_Your task_
Wherever the string "edges" appears in the entries below, return the line that holds it.

_Material shown_
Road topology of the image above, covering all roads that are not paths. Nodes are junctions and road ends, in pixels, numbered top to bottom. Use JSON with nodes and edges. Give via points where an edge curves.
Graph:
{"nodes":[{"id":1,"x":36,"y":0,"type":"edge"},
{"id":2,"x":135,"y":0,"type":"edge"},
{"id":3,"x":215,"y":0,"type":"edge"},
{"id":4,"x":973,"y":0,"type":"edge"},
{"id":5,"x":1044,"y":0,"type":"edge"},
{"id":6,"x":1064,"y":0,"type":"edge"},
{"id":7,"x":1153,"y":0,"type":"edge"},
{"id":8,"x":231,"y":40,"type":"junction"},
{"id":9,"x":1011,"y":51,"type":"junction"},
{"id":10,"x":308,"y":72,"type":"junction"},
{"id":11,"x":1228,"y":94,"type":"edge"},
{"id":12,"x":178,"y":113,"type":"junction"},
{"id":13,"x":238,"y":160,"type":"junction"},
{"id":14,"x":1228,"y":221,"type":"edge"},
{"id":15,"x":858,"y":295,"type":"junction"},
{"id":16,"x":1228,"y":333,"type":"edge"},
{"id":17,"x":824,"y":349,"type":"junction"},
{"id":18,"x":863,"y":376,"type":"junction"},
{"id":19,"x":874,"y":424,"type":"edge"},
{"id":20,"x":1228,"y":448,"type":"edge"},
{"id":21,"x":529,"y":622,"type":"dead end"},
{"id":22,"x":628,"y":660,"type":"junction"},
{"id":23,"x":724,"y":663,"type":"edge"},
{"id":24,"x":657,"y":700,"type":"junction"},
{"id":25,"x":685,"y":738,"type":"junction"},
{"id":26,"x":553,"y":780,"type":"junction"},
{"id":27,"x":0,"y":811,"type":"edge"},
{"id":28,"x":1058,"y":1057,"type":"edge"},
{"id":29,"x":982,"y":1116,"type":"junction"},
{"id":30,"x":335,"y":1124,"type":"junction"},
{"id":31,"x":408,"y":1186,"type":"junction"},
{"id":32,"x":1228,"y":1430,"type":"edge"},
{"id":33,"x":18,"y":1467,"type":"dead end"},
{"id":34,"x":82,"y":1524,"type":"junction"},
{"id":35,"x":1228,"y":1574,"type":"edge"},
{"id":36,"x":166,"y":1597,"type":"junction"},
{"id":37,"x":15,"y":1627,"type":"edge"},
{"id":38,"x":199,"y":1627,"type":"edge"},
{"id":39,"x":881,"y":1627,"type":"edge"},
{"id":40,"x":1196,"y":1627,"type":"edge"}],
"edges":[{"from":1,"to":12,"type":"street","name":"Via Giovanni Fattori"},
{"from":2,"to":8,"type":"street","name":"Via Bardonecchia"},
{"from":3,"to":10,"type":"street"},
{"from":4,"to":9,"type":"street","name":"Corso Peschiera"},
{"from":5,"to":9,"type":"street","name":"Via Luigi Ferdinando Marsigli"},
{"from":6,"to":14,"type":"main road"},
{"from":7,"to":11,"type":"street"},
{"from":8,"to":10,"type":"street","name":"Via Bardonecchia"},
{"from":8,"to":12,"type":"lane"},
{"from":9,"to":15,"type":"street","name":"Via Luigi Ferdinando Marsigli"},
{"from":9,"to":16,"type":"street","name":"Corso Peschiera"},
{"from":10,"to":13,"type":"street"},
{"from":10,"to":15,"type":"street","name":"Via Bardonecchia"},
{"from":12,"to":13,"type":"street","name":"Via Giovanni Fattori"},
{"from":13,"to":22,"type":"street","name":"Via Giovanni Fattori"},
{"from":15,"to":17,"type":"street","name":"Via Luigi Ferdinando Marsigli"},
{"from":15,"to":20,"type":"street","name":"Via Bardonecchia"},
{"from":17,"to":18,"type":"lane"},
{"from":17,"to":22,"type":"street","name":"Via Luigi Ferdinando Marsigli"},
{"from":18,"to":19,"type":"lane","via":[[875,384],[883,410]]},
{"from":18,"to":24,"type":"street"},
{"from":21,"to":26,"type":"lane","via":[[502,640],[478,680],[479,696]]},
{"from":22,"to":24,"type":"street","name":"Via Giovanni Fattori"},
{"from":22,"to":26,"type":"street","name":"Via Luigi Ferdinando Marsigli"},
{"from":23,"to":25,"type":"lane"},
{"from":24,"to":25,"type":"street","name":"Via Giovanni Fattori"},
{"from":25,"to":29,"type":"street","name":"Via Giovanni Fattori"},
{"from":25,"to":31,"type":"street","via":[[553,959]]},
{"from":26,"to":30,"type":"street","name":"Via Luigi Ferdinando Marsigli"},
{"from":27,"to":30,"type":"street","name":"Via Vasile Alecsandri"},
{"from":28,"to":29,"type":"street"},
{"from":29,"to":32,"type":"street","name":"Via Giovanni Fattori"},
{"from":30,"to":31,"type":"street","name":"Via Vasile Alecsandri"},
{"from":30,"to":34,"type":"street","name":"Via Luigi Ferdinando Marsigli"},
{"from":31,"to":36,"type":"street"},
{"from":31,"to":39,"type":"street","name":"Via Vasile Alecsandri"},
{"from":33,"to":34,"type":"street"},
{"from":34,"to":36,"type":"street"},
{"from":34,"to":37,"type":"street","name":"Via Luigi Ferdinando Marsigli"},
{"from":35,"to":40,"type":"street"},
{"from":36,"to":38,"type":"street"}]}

* * *

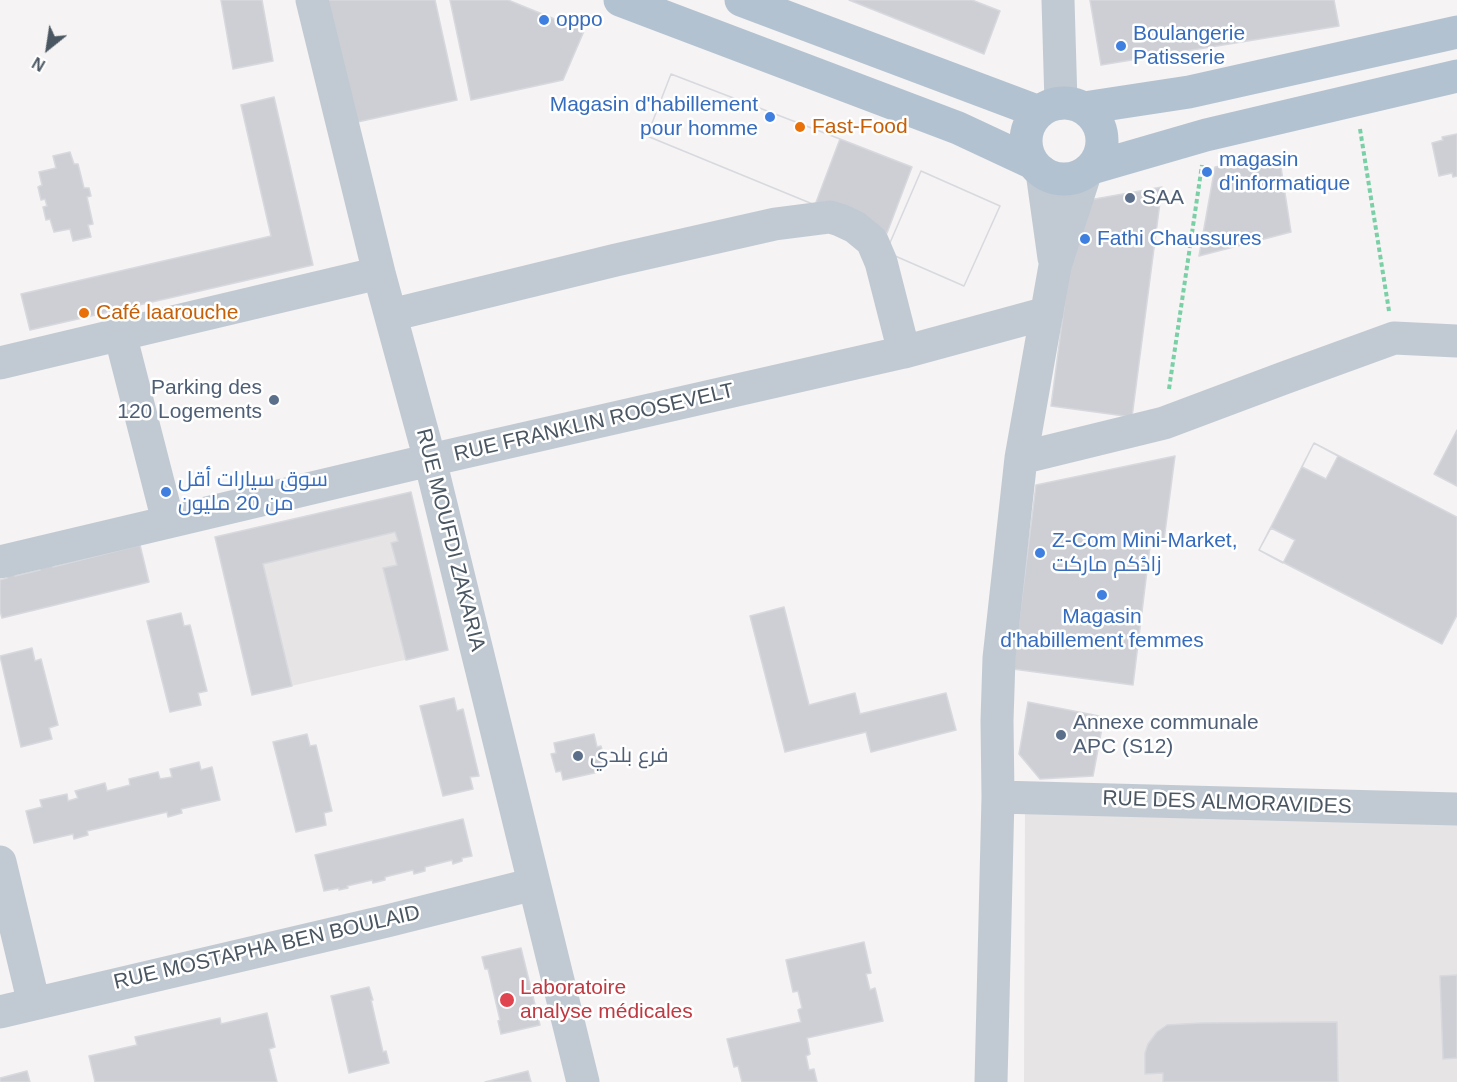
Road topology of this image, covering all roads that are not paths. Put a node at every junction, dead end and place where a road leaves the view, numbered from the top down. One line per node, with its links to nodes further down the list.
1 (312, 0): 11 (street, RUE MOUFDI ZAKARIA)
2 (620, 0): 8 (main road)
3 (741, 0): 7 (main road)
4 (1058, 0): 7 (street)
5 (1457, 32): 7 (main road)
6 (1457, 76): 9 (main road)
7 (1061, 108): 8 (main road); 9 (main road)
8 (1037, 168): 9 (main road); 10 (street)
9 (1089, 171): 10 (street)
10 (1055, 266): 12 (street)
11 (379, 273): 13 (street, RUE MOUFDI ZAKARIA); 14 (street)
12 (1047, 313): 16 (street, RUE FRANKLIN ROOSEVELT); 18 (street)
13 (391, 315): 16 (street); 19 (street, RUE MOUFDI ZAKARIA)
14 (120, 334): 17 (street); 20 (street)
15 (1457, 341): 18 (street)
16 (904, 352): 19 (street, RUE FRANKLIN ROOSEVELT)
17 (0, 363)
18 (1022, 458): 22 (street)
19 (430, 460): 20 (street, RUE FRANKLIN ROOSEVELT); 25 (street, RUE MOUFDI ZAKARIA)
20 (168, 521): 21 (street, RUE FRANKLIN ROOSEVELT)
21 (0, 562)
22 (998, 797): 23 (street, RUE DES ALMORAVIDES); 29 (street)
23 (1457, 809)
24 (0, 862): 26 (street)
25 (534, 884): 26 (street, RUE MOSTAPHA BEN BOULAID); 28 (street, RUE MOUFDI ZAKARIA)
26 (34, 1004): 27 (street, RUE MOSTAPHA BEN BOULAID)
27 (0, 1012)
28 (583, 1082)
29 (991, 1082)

_Worked solution_
Road topology of the image above, covering all roads that are not paths. Nodes are junctions and road ends, in pixels, numbered top to bottom. Use JSON with nodes and edges. Give via points where an edge curves.
"edges":[{"from":1,"to":12,"type":"street","name":"Via Giovanni Fattori"},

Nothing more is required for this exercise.